Segment Open

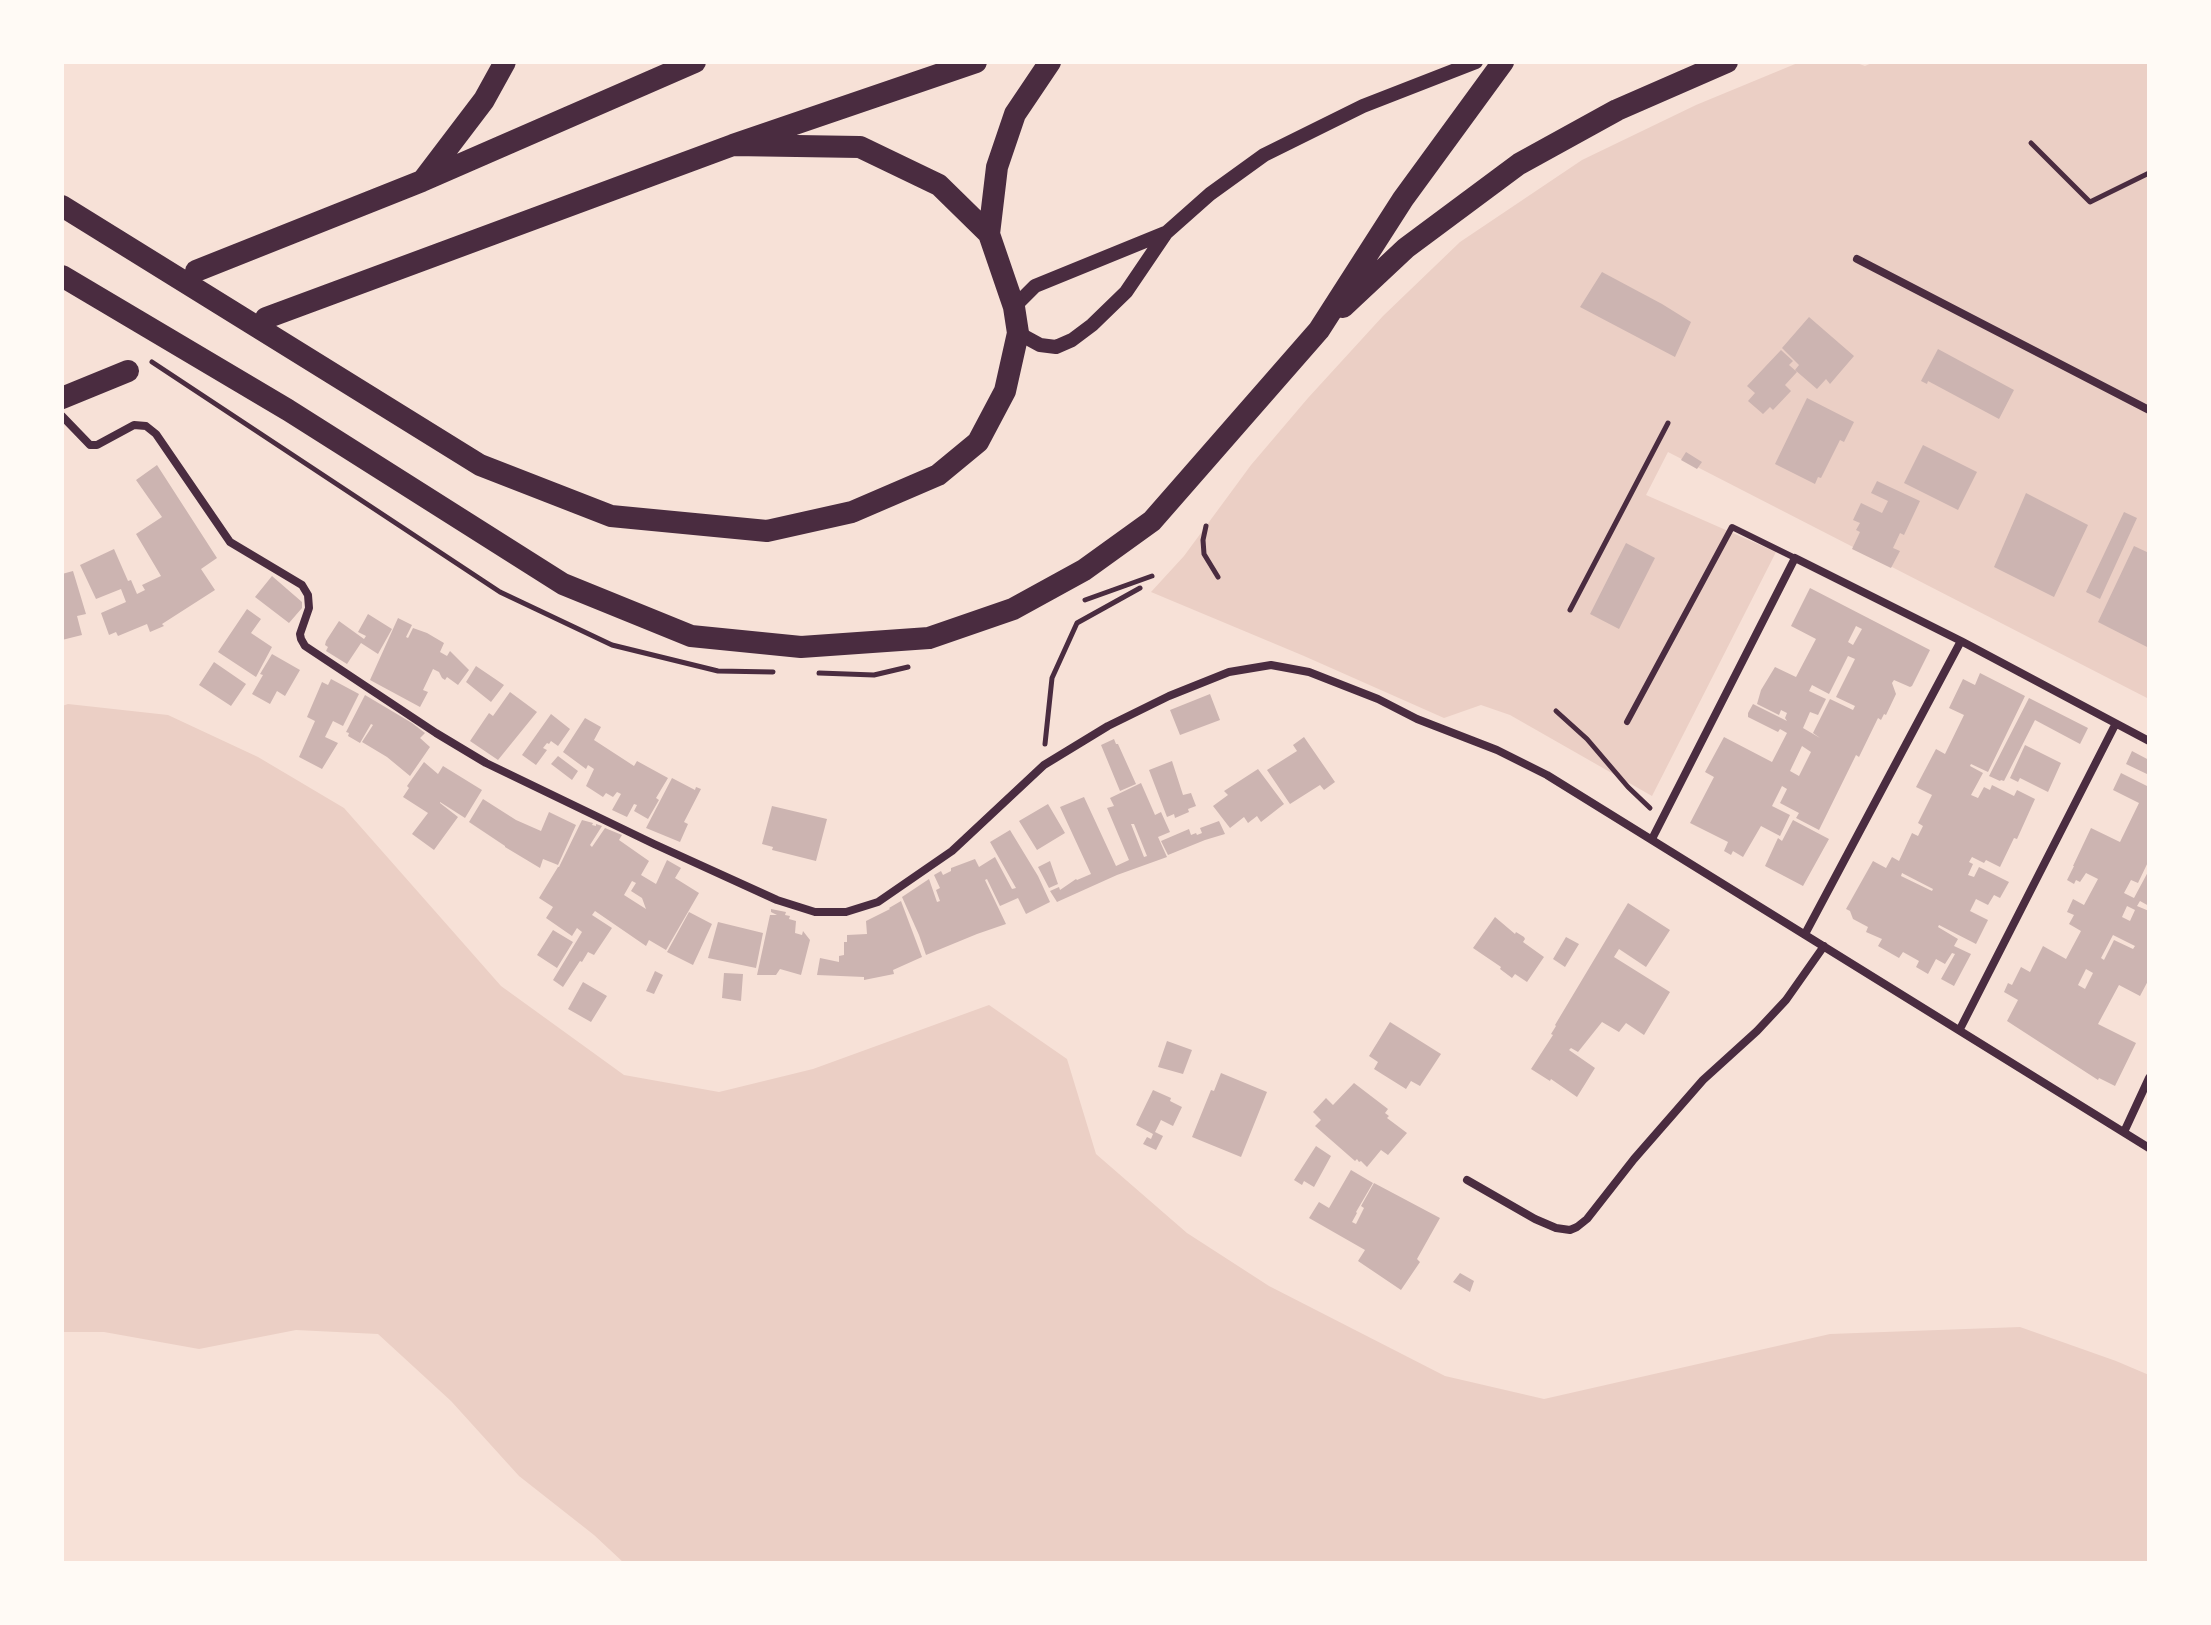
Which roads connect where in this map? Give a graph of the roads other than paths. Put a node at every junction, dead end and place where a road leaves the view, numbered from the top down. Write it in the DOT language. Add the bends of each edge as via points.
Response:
graph roads {
  1 [pos="505,62"];
  2 [pos="695,62"];
  3 [pos="976,62"];
  4 [pos="1050,62"];
  5 [pos="1476,62"];
  6 [pos="1503,62"];
  7 [pos="1727,62"];
  8 [pos="733,145"];
  9 [pos="422,181"];
  10 [pos="62,206"];
  11 [pos="1166,233"];
  12 [pos="989,234"];
  13 [pos="1857,259"];
  14 [pos="196,271"];
  15 [pos="62,276"];
  16 [pos="1014,307"];
  17 [pos="266,318"];
  18 [pos="1319,330"];
  19 [pos="1018,333"];
  20 [pos="128,371"];
  21 [pos="62,398"];
  22 [pos="2149,410"];
  23 [pos="62,416"];
  24 [pos="1795,558"];
  25 [pos="1961,641"];
  26 [pos="1627,722"];
  27 [pos="2115,725"];
  28 [pos="2149,741"];
  29 [pos="1652,839"];
  30 [pos="1805,934"];
  31 [pos="1824,946"];
  32 [pos="1960,1029"];
  33 [pos="2149,1078"];
  34 [pos="2124,1132"];
  35 [pos="2149,1148"];
  36 [pos="1467,1180"];
  1 -- 9 [label="highway" via="484,100"];
  2 -- 9 [label="highway"];
  3 -- 8 [label="highway"];
  4 -- 12 [label="highway" via="1015,114 997,167"];
  5 -- 11 [label="street" via="1363,106 1264,155"];
  6 -- 18 [label="highway" via="1403,199"];
  7 -- 18 [label="highway" via="1617,110 1519,164 1406,248"];
  8 -- 12 [label="highway" via="860,147 939,185"];
  8 -- 17 [label="highway"];
  9 -- 14 [label="highway"];
  10 -- 19 [label="highway" via="480,465 611,516 767,531 852,512 938,475 978,442 1005,391"];
  11 -- 16 [label="street" via="1035,286"];
  11 -- 19 [label="street" via="1126,292 1072,340 1056,347 1040,345"];
  12 -- 16 [label="highway"];
  13 -- 22 [label="street"];
  15 -- 18 [label="highway" via="288,410 563,584 691,636 801,647 929,638 1013,609 1084,570 1152,521"];
  16 -- 19 [label="highway"];
  20 -- 21 [label="highway"];
  23 -- 29 [label="street" via="90,445 134,425 156,434 230,542 302,585 309,608 300,634 305,646 436,733 486,763 654,844 815,912 846,912 878,902 952,851 1044,765 1108,726 1229,672 1271,665 1309,672 1497,750"];
  24 -- 25 [label="street"];
  24 -- 26 [label="lane" via="1732,527"];
  24 -- 29 [label="street"];
  25 -- 27 [label="street"];
  25 -- 30 [label="street"];
  27 -- 28 [label="street"];
  27 -- 32 [label="street"];
  29 -- 30 [label="street"];
  30 -- 31 [label="street"];
  31 -- 32 [label="street"];
  31 -- 36 [label="street" via="1786,1000 1703,1080 1577,1227 1556,1228"];
  32 -- 34 [label="street"];
  33 -- 34 [label="street"];
  34 -- 35 [label="street"];
}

Segment Closed

§ The problem
In the copy, each entry above must match exactly, and no picture may be carried over.

§ Answer below
Which roads connect where in this map? Give a graph of the roads other than paths. Put a node at every junction, dead end and place where a road leaves the view, numbered from the top down. Write it in the DOT language. Add the bends of each edge as via points.
Response:
graph roads {
  1 [pos="505,62"];
  2 [pos="695,62"];
  3 [pos="976,62"];
  4 [pos="1050,62"];
  5 [pos="1476,62"];
  6 [pos="1503,62"];
  7 [pos="1727,62"];
  8 [pos="733,145"];
  9 [pos="422,181"];
  10 [pos="62,206"];
  11 [pos="1166,233"];
  12 [pos="989,234"];
  13 [pos="1857,259"];
  14 [pos="196,271"];
  15 [pos="62,276"];
  16 [pos="1014,307"];
  17 [pos="266,318"];
  18 [pos="1319,330"];
  19 [pos="1018,333"];
  20 [pos="128,371"];
  21 [pos="62,398"];
  22 [pos="2149,410"];
  23 [pos="62,416"];
  24 [pos="1795,558"];
  25 [pos="1961,641"];
  26 [pos="1627,722"];
  27 [pos="2115,725"];
  28 [pos="2149,741"];
  29 [pos="1652,839"];
  30 [pos="1805,934"];
  31 [pos="1824,946"];
  32 [pos="1960,1029"];
  33 [pos="2149,1078"];
  34 [pos="2124,1132"];
  35 [pos="2149,1148"];
  36 [pos="1467,1180"];
  1 -- 9 [label="highway" via="484,100"];
  2 -- 9 [label="highway"];
  3 -- 8 [label="highway"];
  4 -- 12 [label="highway" via="1015,114 997,167"];
  5 -- 11 [label="street" via="1363,106 1264,155"];
  6 -- 18 [label="highway" via="1403,199"];
  7 -- 18 [label="highway" via="1617,110 1519,164 1406,248"];
  8 -- 12 [label="highway" via="860,147 939,185"];
  8 -- 17 [label="highway"];
  9 -- 14 [label="highway"];
  10 -- 19 [label="highway" via="480,465 611,516 767,531 852,512 938,475 978,442 1005,391"];
  11 -- 16 [label="street" via="1035,286"];
  11 -- 19 [label="street" via="1126,292 1072,340 1056,347 1040,345"];
  12 -- 16 [label="highway"];
  13 -- 22 [label="street"];
  15 -- 18 [label="highway" via="288,410 563,584 691,636 801,647 929,638 1013,609 1084,570 1152,521"];
  16 -- 19 [label="highway"];
  20 -- 21 [label="highway"];
  23 -- 29 [label="street" via="90,445 134,425 156,434 230,542 302,585 309,608 300,634 305,646 436,733 486,763 654,844 815,912 846,912 878,902 952,851 1044,765 1108,726 1229,672 1271,665 1309,672 1497,750"];
  24 -- 25 [label="street"];
  24 -- 26 [label="lane" via="1732,527"];
  24 -- 29 [label="street"];
  25 -- 27 [label="street"];
  25 -- 30 [label="street"];
  27 -- 28 [label="street"];
  27 -- 32 [label="street"];
  29 -- 30 [label="street"];
  30 -- 31 [label="street"];
  31 -- 32 [label="street"];
  31 -- 36 [label="street" via="1786,1000 1703,1080 1577,1227 1556,1228"];
  32 -- 34 [label="street"];
  33 -- 34 [label="street"];
  34 -- 35 [label="street"];
}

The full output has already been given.